### Problem to work on
Find the word "Chiraa" in the data. Return every line where it appears.
[Opening Exercise data section]
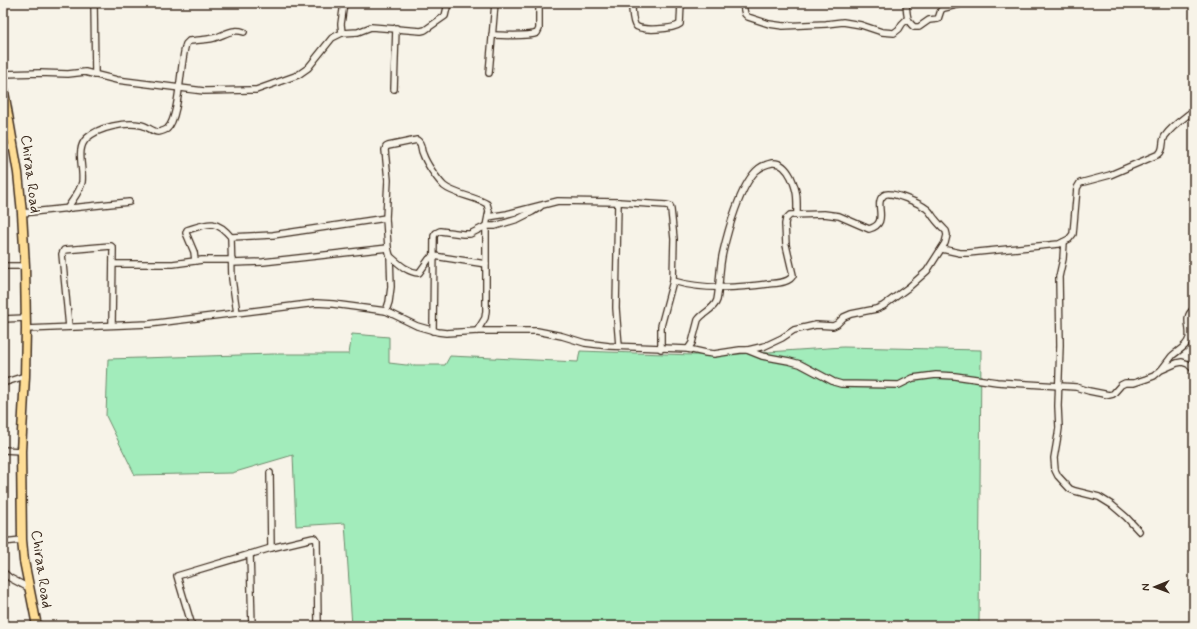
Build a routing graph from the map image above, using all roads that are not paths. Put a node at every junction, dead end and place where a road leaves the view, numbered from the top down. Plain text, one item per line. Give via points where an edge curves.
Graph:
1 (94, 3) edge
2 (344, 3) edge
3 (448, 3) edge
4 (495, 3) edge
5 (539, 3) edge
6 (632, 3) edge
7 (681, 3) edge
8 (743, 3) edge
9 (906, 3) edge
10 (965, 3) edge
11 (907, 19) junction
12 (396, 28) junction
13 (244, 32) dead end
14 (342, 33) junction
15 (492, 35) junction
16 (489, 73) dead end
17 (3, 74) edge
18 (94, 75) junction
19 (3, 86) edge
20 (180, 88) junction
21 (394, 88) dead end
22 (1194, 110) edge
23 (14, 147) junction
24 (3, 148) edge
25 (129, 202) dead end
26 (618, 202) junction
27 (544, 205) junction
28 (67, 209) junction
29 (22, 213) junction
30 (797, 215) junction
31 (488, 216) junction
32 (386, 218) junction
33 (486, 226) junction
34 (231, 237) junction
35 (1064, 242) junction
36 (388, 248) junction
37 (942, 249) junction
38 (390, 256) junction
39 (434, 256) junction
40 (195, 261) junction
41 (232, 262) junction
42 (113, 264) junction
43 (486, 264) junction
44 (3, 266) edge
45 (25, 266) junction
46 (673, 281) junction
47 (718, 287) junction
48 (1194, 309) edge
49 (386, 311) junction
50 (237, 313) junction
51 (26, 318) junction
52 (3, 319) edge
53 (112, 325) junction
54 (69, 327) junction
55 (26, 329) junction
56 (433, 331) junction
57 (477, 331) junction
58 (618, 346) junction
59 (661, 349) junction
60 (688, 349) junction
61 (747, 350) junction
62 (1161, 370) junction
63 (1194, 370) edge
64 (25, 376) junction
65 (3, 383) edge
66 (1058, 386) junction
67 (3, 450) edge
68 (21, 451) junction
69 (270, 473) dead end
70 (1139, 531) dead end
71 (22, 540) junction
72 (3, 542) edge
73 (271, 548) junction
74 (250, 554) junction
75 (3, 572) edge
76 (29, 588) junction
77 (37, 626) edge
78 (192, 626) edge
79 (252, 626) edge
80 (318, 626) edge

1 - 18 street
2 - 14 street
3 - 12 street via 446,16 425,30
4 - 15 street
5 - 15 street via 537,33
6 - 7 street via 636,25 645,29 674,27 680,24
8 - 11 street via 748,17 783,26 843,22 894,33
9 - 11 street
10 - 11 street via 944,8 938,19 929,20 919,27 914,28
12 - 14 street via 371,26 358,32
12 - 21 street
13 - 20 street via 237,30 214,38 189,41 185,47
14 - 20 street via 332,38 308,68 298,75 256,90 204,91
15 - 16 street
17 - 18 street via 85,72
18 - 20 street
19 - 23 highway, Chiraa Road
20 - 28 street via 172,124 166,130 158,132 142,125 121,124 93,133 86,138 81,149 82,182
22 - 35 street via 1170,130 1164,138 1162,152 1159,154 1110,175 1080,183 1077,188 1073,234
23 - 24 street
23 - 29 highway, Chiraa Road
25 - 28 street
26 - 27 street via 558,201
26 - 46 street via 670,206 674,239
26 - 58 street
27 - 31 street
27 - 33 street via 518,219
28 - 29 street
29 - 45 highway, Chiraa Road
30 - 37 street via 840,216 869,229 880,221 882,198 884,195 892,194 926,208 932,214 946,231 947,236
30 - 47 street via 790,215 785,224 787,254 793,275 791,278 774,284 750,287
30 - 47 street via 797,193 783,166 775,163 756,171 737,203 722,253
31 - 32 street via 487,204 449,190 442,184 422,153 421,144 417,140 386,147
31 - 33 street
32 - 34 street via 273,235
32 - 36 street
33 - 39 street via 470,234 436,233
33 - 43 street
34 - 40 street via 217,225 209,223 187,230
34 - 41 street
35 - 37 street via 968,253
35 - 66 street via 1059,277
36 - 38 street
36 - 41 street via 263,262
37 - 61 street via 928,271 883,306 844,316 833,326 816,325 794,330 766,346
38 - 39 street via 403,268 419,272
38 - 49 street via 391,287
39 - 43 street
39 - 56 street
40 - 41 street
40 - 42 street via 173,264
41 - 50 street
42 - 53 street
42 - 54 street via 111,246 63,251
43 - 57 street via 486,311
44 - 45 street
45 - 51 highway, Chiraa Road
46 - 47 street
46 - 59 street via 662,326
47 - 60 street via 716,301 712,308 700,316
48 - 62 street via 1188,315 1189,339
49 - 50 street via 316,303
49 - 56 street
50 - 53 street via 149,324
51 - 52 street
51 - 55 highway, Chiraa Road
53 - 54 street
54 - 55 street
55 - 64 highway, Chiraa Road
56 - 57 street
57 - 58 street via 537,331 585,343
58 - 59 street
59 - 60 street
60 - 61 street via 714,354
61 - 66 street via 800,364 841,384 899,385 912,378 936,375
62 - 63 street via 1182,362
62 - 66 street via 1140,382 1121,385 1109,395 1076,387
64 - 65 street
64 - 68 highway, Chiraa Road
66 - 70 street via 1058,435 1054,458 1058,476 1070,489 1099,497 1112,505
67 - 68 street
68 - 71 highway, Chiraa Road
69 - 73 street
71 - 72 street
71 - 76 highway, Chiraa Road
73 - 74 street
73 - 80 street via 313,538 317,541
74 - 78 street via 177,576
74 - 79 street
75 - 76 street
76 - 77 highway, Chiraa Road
[Closing Exercise data section]
### Response to this task
19 - 23 highway, Chiraa Road
23 - 29 highway, Chiraa Road
29 - 45 highway, Chiraa Road
45 - 51 highway, Chiraa Road
51 - 55 highway, Chiraa Road
55 - 64 highway, Chiraa Road
64 - 68 highway, Chiraa Road
68 - 71 highway, Chiraa Road
71 - 76 highway, Chiraa Road
76 - 77 highway, Chiraa Road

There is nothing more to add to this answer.